Альвин поднял бокал и выпил за здоровье Ильзы. Она прильнула к нему, подняла на него глаза, их охватило пламя единения, полного согласия, они были единая семья, единый фронт. Анна Фолькман, сидевшая рядом с ними у бара, сказала жениху громко, так, что все слышали:
– Когда наконец и у нас так будет!
Она видела любовное объяснение Альвинов. Ганс Бойман кивнул и наморщил лоб, а госпожа Альвин сказала:
– Все будет в свое время.
Анна поинтересовалась, что делает теперь клиент Альвина, доктор Бенрат, неверный друг, он уже несколько месяцев не дает о себе знать. Альвин ответил, что Бенрат уехал из Парижа в Берлин, но в Филиппсбург не вернется. А госпожа Альвин добавила: вот так получается, если в собственном доме порядка не поддерживаешь.

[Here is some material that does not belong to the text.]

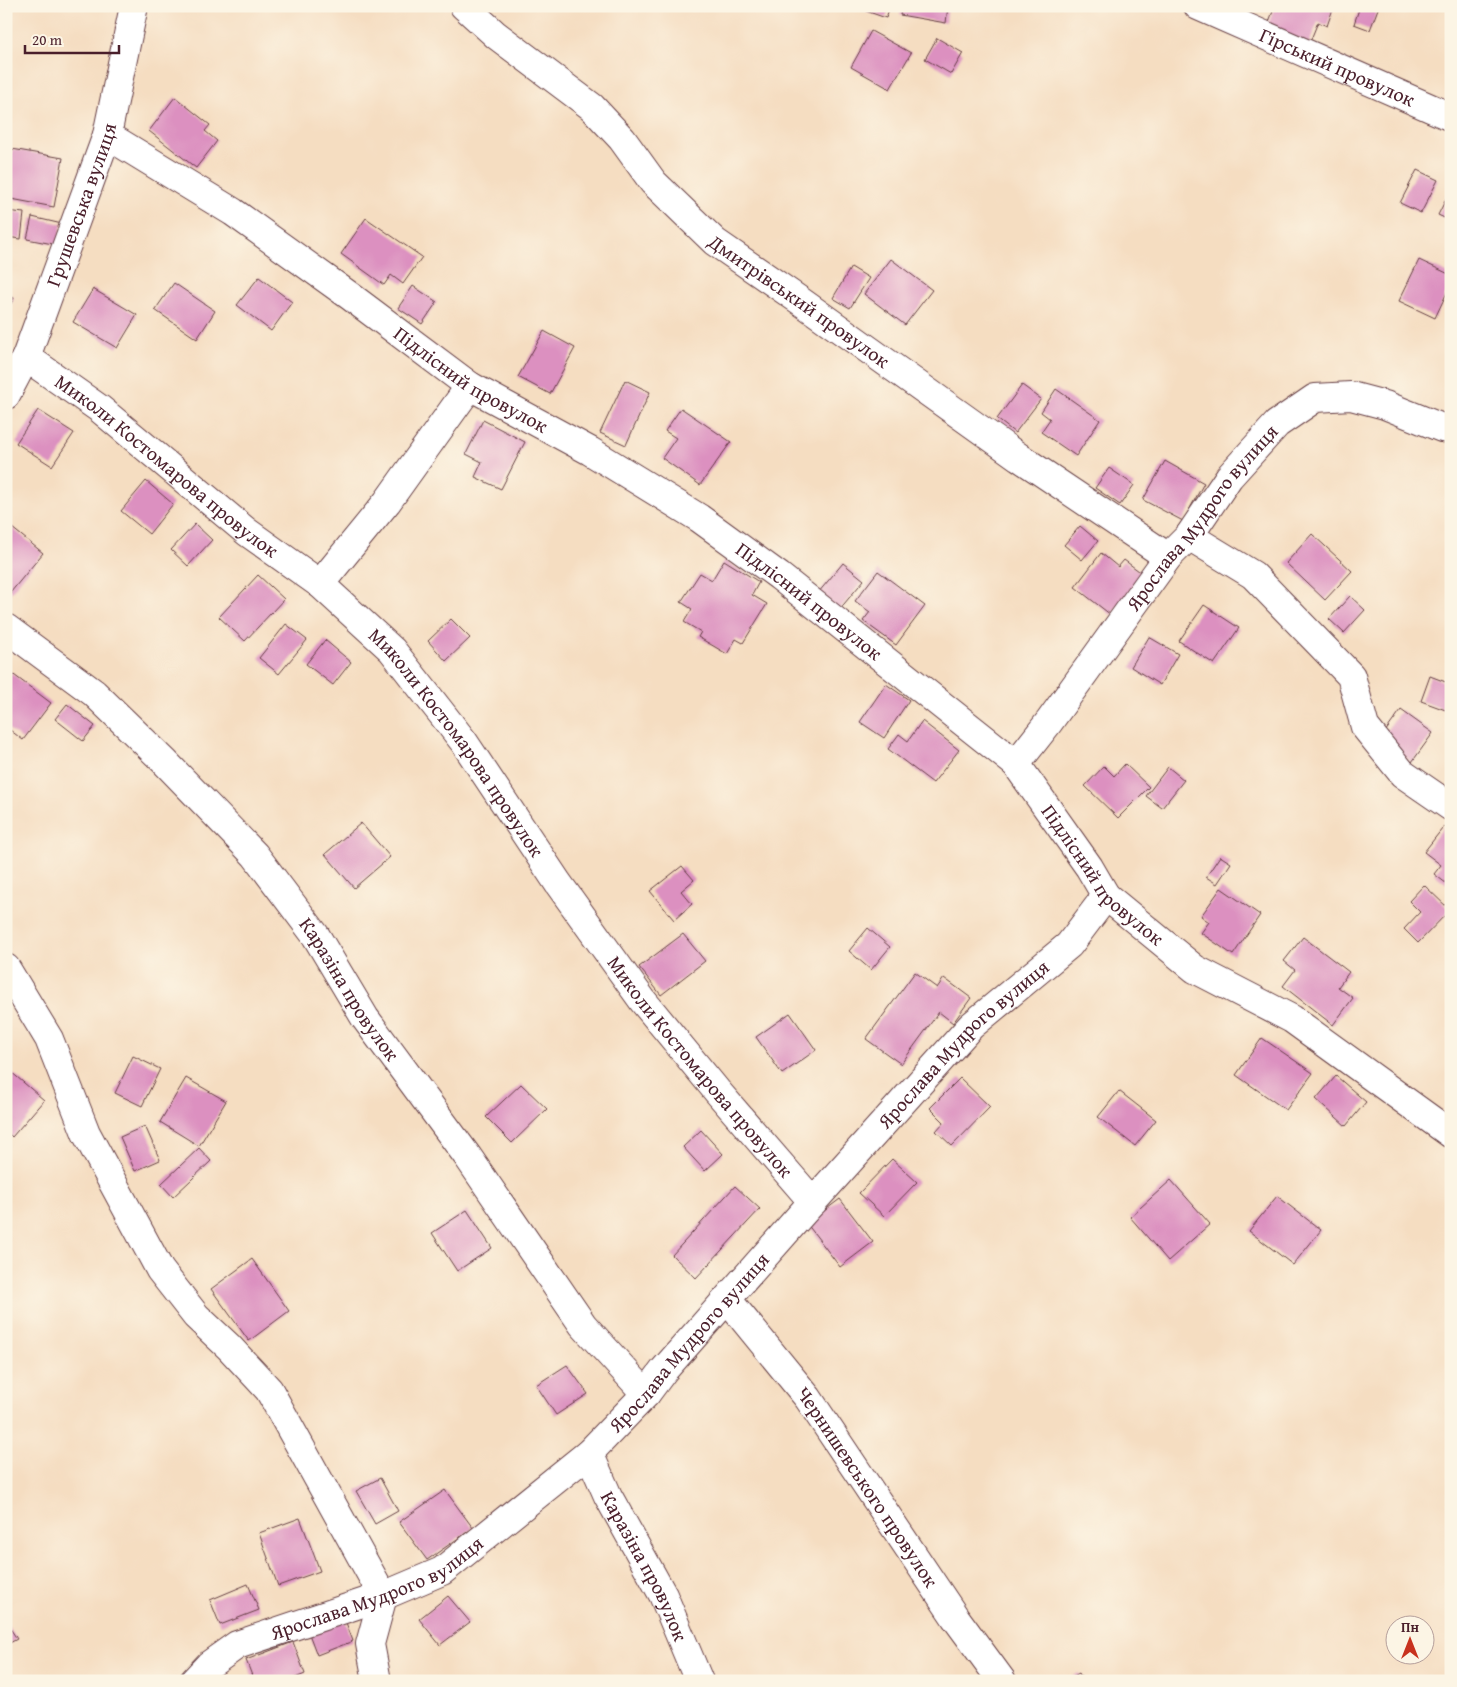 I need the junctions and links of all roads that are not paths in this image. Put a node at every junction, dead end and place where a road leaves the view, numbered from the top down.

Она всегда считала доктора Бенрата человеком ненадежным, а что он жену обманывал направо и налево, это все знали, н-да, гинеколог, а жена его была такая милая (Альвин помнил, что Ильза совсем иначе говорила о госпоже Бенрат при ее жизни), во всяком случае, Бирга намного превосходила владелицу магазина, которая ведь тоже замешана в эту историю. Тут в бар сквозь толпу протиснулись госпожа Фолькман и госпожа Францке, за ними, углубившись в разговор, следовали Бюсген и Сесиль. Госпожа Фолькман пришла, по всей видимости, затем, чтобы показать госпоже Францке свой заново отделанный бар.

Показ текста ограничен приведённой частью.